The question regarding opcode space is slightly more involved because of instruction categories. The relevant categories are currently (without pick and place) filled as follows:

u32? shrink? size num
non-u32 no shrink single word 13
non-u32 no shrink double word 7
non-u32 shrink stack single word 11
non-u32 shrink stack double word 3
u32 no shrink single word 4
u32 no shrink double word 0
u32 shrink stack single word 4
u32 shrink stack double word 0

Within each category, the maximum is 16. The instructions pick and place both fall in the category (non-u32, no-shrink, double word), increasing its size from 7 to 9.

aszepieniec commented 3 months ago

To merge or not to merge? Here is an argument in favor worth considering.

The 1.6% fewer cycles translates to rows in the processor table. Assume that translates to a smaller table height before padding. (And even if this assumption is wrong the argument still kinda holds.) We get this reduced row count in exchange for 0.7% (=1 - 607/611) performance drop in two big steps, namely NTT and row hashing. While this PR does not move the row count across the next power-of-two threshold, it can achieve that in combination with other similar improvements.

I propose to merge this and future similar improvements. And then, at a later stage when we crossed the next power of two boundary, we can figure out which instructions to drop without crossing it back. In the mean time we can

Sword-Smith commented 3 months ago

To merge or not to merge? Here is an argument in favor worth considering.

The 1.6% fewer cycles translates to rows in the processor table. Assume that translates to a smaller table height before padding. (And even if this assumption is wrong the argument still kinda holds.) We get this reduced row count in exchange for 0.7% (=1 - 607/611) performance drop in two big steps, namely NTT and row hashing. While this PR does not move the row count across the next power-of-two threshold, it can achieve that in combination with other similar improvements.

How did @jan-ferdinand get to the 1.6 % fewer cycles? Do they include the added cost of the AIR-constraint evaluation? Because of this AIR-constraint evaluation cost, this PR adds 2 % to the opstack table 0.8 % to the processor table, and 0.6 % to the memory table. With the above-mentioned 0.7 % of additional prover time because of extra columns, I would say merging this is neutral from a performance perspective (assuming I didn't misunderstand anything).

I'm in favor of advancing on the consensus programs and only after those have been written, reconsider these instruction. But it's not a strong preference. I'm happy to let the majority, or just @jan-ferdinand, decide.

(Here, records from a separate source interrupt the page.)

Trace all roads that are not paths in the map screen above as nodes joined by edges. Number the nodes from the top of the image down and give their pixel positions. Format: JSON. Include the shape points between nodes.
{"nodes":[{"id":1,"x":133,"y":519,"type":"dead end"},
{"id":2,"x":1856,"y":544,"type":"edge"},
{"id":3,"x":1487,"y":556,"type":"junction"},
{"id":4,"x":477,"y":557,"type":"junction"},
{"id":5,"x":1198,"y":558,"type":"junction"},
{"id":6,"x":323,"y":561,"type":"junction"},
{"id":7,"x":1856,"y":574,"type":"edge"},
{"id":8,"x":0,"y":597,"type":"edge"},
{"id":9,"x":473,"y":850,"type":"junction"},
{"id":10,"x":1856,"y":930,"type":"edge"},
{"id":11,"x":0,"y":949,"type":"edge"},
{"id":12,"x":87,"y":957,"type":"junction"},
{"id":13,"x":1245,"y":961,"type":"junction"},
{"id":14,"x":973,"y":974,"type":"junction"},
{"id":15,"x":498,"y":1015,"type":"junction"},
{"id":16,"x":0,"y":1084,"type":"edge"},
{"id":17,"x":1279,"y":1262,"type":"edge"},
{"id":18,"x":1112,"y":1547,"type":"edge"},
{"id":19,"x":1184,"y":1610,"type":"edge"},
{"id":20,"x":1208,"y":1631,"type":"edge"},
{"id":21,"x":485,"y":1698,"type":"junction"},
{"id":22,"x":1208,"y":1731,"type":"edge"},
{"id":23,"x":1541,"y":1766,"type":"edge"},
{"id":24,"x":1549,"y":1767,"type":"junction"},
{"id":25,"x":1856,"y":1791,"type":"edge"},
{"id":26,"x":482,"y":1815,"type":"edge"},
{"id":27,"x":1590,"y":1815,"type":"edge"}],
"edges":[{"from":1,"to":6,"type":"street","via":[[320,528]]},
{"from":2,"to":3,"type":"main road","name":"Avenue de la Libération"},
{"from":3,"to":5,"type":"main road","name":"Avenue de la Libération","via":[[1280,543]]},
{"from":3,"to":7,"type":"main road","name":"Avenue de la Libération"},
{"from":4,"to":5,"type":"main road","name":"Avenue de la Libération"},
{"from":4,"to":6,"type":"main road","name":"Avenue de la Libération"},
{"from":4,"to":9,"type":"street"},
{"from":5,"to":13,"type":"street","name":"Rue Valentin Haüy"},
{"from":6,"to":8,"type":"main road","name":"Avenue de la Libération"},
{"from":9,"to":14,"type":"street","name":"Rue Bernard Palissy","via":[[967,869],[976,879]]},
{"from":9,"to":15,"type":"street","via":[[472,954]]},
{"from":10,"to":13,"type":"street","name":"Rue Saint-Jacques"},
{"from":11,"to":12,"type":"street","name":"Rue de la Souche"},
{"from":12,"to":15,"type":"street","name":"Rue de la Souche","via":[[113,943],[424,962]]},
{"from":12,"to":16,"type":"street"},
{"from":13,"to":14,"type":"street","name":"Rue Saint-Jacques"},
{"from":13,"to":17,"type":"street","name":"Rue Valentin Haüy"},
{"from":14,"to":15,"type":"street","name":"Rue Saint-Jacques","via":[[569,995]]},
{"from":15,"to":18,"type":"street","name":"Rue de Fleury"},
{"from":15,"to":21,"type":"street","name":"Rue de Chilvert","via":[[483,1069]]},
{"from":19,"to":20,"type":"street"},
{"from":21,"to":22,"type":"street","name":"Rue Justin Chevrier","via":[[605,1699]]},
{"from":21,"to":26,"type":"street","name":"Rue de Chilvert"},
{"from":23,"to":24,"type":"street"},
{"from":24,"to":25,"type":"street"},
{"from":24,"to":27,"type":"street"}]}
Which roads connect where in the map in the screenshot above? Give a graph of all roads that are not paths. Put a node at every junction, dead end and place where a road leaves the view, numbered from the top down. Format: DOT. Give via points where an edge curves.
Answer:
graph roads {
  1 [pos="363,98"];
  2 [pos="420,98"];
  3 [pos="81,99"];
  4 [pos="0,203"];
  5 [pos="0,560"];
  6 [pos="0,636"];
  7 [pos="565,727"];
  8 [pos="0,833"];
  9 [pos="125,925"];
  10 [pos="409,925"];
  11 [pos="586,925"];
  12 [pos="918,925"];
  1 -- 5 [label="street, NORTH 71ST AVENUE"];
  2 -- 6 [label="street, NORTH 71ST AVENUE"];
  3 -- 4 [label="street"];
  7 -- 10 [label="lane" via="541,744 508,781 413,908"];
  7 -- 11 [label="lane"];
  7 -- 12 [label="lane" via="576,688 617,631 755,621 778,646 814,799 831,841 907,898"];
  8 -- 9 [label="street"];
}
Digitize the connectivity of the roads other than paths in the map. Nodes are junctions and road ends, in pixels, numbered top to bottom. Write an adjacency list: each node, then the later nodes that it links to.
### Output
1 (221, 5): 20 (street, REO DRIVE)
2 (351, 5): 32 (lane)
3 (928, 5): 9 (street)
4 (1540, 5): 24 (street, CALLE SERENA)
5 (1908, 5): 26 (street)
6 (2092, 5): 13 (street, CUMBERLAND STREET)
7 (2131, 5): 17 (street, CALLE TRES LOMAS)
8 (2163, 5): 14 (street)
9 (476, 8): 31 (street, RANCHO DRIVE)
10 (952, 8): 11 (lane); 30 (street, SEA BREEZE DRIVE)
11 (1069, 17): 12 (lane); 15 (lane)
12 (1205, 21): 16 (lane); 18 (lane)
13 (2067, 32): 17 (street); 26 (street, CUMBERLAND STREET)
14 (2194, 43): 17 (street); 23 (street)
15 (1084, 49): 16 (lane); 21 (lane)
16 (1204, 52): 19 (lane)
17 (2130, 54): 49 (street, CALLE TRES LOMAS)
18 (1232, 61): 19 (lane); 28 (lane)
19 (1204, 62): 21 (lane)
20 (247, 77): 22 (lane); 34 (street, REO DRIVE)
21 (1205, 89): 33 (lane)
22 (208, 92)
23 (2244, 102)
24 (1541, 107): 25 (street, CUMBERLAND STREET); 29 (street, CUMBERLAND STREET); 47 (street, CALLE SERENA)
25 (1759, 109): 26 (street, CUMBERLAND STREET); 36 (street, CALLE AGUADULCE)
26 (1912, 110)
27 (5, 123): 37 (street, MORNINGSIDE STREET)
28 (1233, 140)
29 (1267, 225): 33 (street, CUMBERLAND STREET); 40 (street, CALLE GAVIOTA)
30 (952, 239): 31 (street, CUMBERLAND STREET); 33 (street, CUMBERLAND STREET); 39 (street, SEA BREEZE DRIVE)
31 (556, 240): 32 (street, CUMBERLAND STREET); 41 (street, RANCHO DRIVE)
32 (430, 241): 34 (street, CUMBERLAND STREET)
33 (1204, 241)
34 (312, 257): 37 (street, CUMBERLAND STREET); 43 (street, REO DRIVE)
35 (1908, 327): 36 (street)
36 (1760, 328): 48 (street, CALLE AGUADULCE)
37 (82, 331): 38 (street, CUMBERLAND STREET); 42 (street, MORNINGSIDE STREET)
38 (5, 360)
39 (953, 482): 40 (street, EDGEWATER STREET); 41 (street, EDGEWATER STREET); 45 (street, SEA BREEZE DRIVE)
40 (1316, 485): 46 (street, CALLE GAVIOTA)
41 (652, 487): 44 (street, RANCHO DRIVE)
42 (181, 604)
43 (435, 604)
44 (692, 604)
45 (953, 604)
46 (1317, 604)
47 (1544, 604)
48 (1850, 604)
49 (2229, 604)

Sword-Smith commented 3 months ago

For reference, here is a table row count for the current verifier, run on Triton-VM 0.42 alpha 6.

[
  {
    "name": "tasmlib_verifier_stark_verify_inner_padded_height_524288_fri_exp_4",
    "benchmark_result": {
      "clock_cycle_count": 285183,
      "hash_table_height": 234025,
      "u32_table_height": 211197,
      "op_stack_table_height": 235124,
      "ram_table_height": 281599
    },
    "case": "CommonCase"
  }
]
jan-ferdinand commented 3 months ago

Please note that yesterday's comment was not meant to try to conclude the question regarding merging this PR; I mostly wanted to jot down some findings wherever they fit best. Some of this is here. However, more of the findings are in this comment on #259, where I try to analyse the recufier's execution trace in order to identify common patterns that might be worth introducing additional instructions for. The method is somewhat crude right now, and might not be the right tool for all questions in this line.

jan-ferdinand commented 3 months ago

How did @jan-ferdinand get to the 1.6 % fewer cycles?

I analysed how often a swap pattern that could be replaced by a pick & place pattern occured when executing the recufier, then used the respective patterns lengths as well as the total number of executed instructions.

Do the [1.6% reduced number of instructions] include the added cost of the AIR-constraint evaluation?

No. That's part of the (admittedly overly short) con “arithmetic overhead.”